End Of Roe v. Wade, The World Is Watching

As the Supreme Court decides to overturn the 1973 decision that guaranteed abortion rights, many fear an imminent threat to abortion rights in the U.S. But in other countries, the global fight for sexual and reproductive rights is going in different directions.

"Don't abort my right" At 2019 pro-choice march In Toulouse, France.

Alain Pitton/NurPhoto via ZUMA
Hannah Steinkopf-Frank and Sophia Constantino

PARIS — Nearly 50 years after it ensured the right to abortion to Americans, the United States Supreme Court overturned the Roe v. Wade case, meaning that millions of women in the U.S. may lose their constitutional right to abortion.

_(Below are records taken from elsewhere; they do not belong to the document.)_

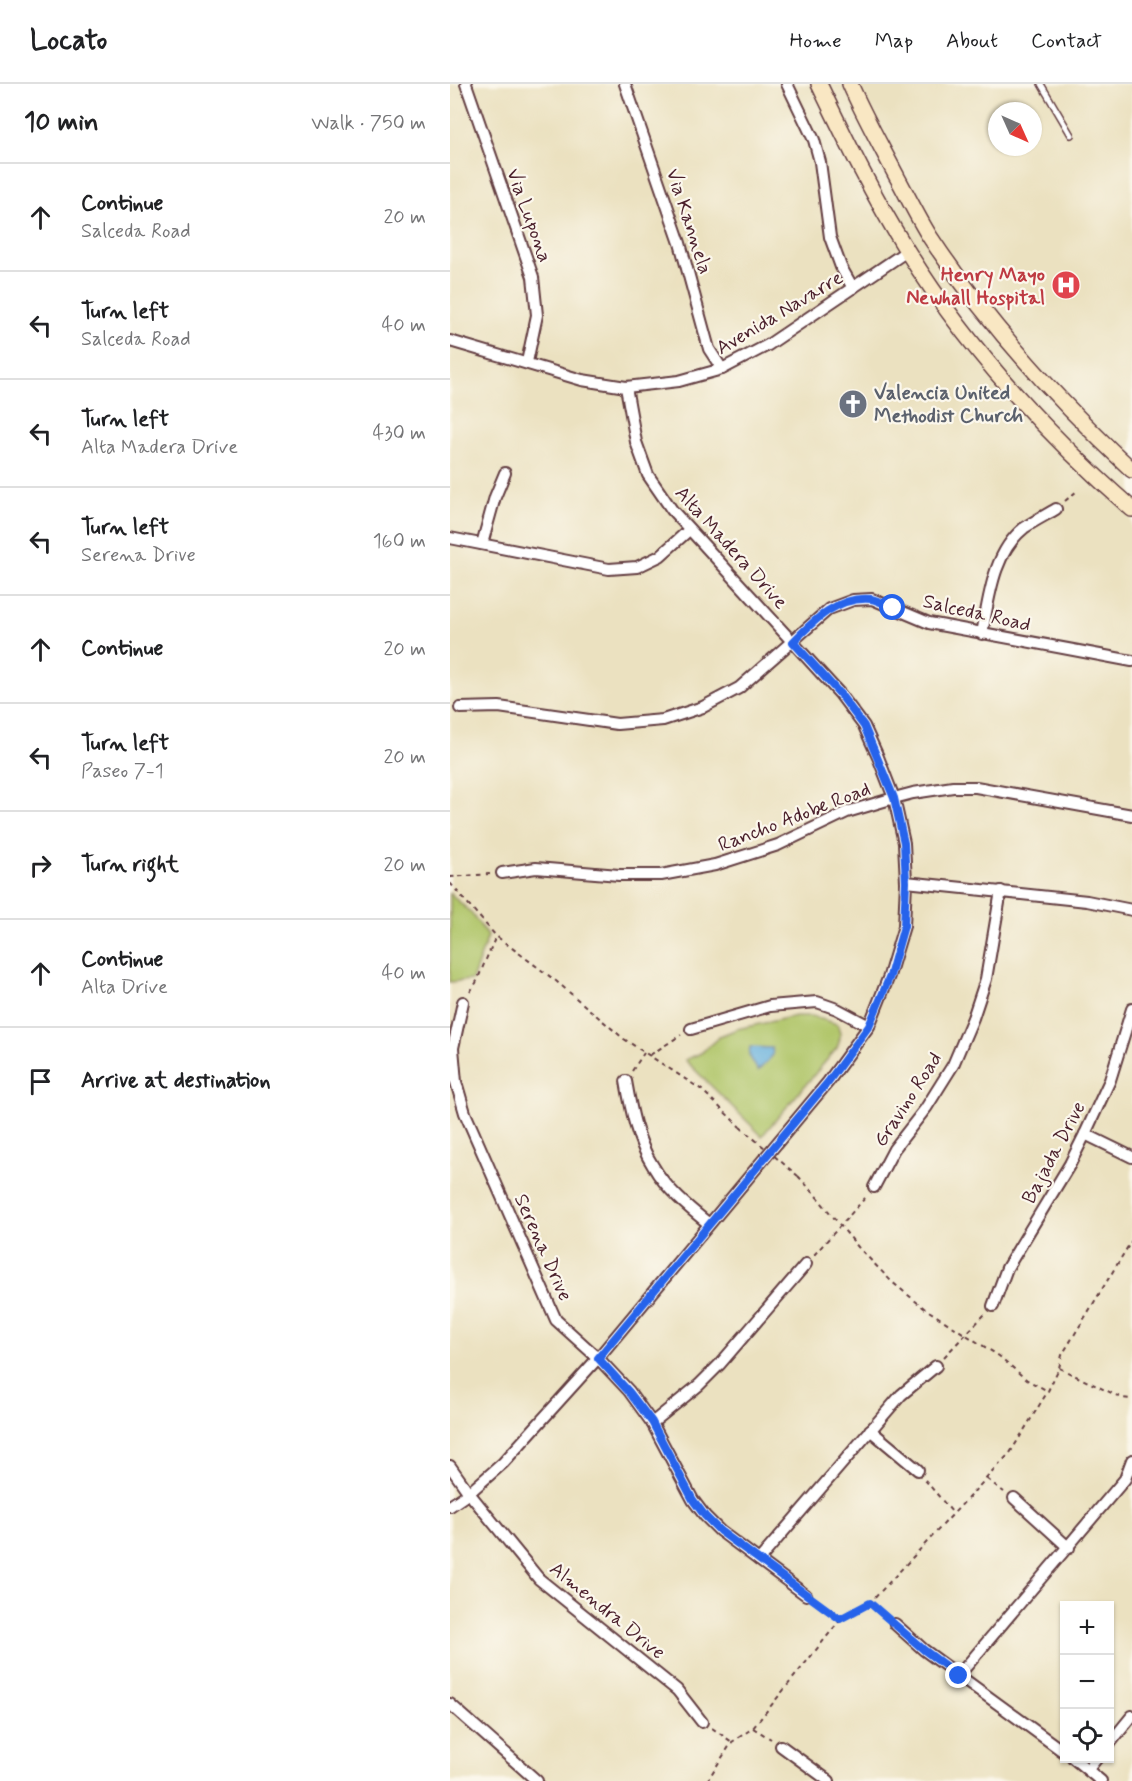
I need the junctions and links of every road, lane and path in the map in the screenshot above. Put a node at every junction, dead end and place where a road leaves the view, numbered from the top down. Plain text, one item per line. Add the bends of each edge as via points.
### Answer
1 (466, 84) edge
2 (625, 84) edge
3 (787, 84) edge
4 (819, 84) edge
5 (850, 84) edge
6 (1041, 84) edge
7 (1071, 135) dead end
8 (907, 251) junction
9 (853, 288) junction
10 (450, 341) edge
11 (527, 362) junction
12 (722, 369) junction
13 (626, 387) junction
14 (1132, 470) edge
15 (505, 473) dead end
16 (1077, 491) dead end
17 (1056, 509) joint
18 (1132, 509) edge
19 (689, 531) junction
20 (450, 538) edge
21 (482, 544) junction
22 (982, 634) junction
23 (793, 642) junction
24 (1132, 661) edge
25 (460, 708) dead end
26 (894, 798) junction
27 (1132, 815) edge
28 (502, 873) joint
29 (450, 877) edge
30 (906, 882) junction
31 (450, 883) edge
32 (1001, 891) junction
33 (1132, 910) edge
34 (496, 936) junction
35 (463, 1002) joint
36 (1132, 1009) edge
37 (869, 1026) junction
38 (691, 1029) joint
39 (645, 1052) junction
40 (649, 1055) junction
41 (626, 1081) joint
42 (1085, 1134) junction
43 (1132, 1157) edge
44 (874, 1187) joint
45 (709, 1224) junction
46 (841, 1226) junction
47 (1132, 1240) edge
48 (806, 1264) joint
49 (993, 1306) joint
50 (966, 1334) junction
51 (598, 1358) junction
52 (936, 1366) joint
53 (1059, 1368) junction
54 (1048, 1391) junction
55 (1132, 1399) edge
56 (652, 1422) junction
57 (870, 1430) junction
58 (1132, 1460) edge
59 (450, 1466) edge
60 (918, 1470) joint
61 (987, 1479) junction
62 (469, 1493) junction
63 (1014, 1498) joint
64 (450, 1506) edge
65 (952, 1513) junction
66 (1069, 1548) junction
67 (759, 1560) junction
68 (806, 1595) joint
69 (870, 1603) junction
70 (840, 1619) junction
71 (895, 1624) joint
72 (959, 1676) junction
73 (450, 1704) edge
74 (1132, 1716) edge
75 (702, 1722) joint
76 (753, 1728) junction
77 (1114, 1738) edge
78 (732, 1742) junction
79 (781, 1746) joint
80 (1060, 1748) edge
81 (1080, 1763) edge
82 (1093, 1763) edge
83 (1088, 1769) junction
84 (537, 1781) edge
85 (707, 1781) edge
86 (829, 1781) edge
87 (1101, 1781) edge

1 - 11 street, Via Lupona via 533,277 537,315
2 - 12 street, Via Kannela via 680,243 709,349
3 - 9 street via 814,140 830,237
4 - 8 main road via 845,140
5 - 14 main road via 918,217 945,259 1041,378
6 - 7 lane
8 - 9 street, Avenida Navarre
8 - 18 main road via 996,370 1070,452
9 - 12 street, Avenida Navarre via 768,345
10 - 11 street, Avenida Navarre
11 - 13 street, Avenida Navarre via 582,380
12 - 13 street, Avenida Navarre via 679,381
13 - 19 street, Alta Madera Drive via 636,442 648,475
15 - 21 street
16 - 17 path
17 - 22 street via 1024,528 1003,550
19 - 21 street via 660,556 637,567 609,569
19 - 23 street, Alta Madera Drive
20 - 21 street
22 - 23 street, Salceda Road via 929,623 872,599 853,600 829,609
22 - 24 street, Salceda Road
23 - 25 street, Salceda Road via 739,688 703,707 663,720 617,724 499,707
23 - 26 street, Alta Madera Drive via 864,726
26 - 27 street, Rancho Adobe Road via 976,787
26 - 28 street, Rancho Adobe Road via 847,812 778,845 715,865 661,875 536,868
26 - 30 street, Alta Madera Drive via 904,843
28 - 29 path
30 - 32 street
30 - 37 street, Alta Madera Drive via 904,926 890,976
31 - 34 path
32 - 33 street
32 - 44 street, Gravino Road via 986,979 953,1065 894,1149
34 - 35 path via 476,983
34 - 39 path
35 - 51 street, Serena Drive via 453,1048 456,1082 465,1113 556,1320
36 - 42 street, Bajada Drive via 1110,1080
37 - 38 street via 817,1002 770,1006
37 - 45 street, Alta Madera Drive via 828,1082
38 - 40 path
39 - 40 path
39 - 41 path
40 - 46 path, bridge via 702,1090 798,1176
41 - 45 street via 633,1119 653,1166 671,1189
42 - 43 street
42 - 49 street, Bajada Drive via 1007,1268
44 - 46 path
45 - 51 street, Alta Madera Drive
46 - 48 path
46 - 50 path via 892,1282
47 - 53 path via 1062,1355
48 - 56 street via 720,1364
49 - 50 path
50 - 52 path
50 - 54 path
51 - 56 street, Serena Drive
51 - 62 street, Alta Madera Drive via 526,1439
52 - 57 street via 901,1395
53 - 54 path
53 - 55 path
54 - 61 path via 1010,1453
56 - 67 street, Serena Drive via 705,1516
57 - 60 street
57 - 67 street
58 - 66 street via 1125,1479
59 - 62 street, Almendra Drive
60 - 65 path
61 - 63 path
61 - 65 path
62 - 64 street, Alta Madera Drive
62 - 75 street, Almendra Drive via 539,1579 677,1690
63 - 66 street
65 - 69 path
66 - 72 street
67 - 68 street, Serena Drive
68 - 70 path
69 - 70 path
69 - 71 path
70 - 76 path
71 - 72 street
72 - 80 street
73 - 84 street
74 - 77 street
75 - 78 path
76 - 78 path
76 - 79 path
78 - 85 path
79 - 86 street
81 - 83 street
82 - 83 street
83 - 87 street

The groundbreaking decision is likely to set off a range of restrictions on abortion access in multiple states in the U.S., half of which are expected to implement new bans on the procedure. Thirteen have already passed "trigger laws" that will automatically make abortion illegal.

U.S. President Joe Biden called the ruling "a tragic error" and urged individual states to enact laws to allow the procedure.

In a country divided on such a polarizing topic, the decision is likely to cause major shifts in American law and undoubtedly spark outrage among the country’s pro-choice groups. Yet the impact of such a momentous shift, like others in the United States, is also likely to reverberate around the world — and perhaps, eventually, back again in the 50 States.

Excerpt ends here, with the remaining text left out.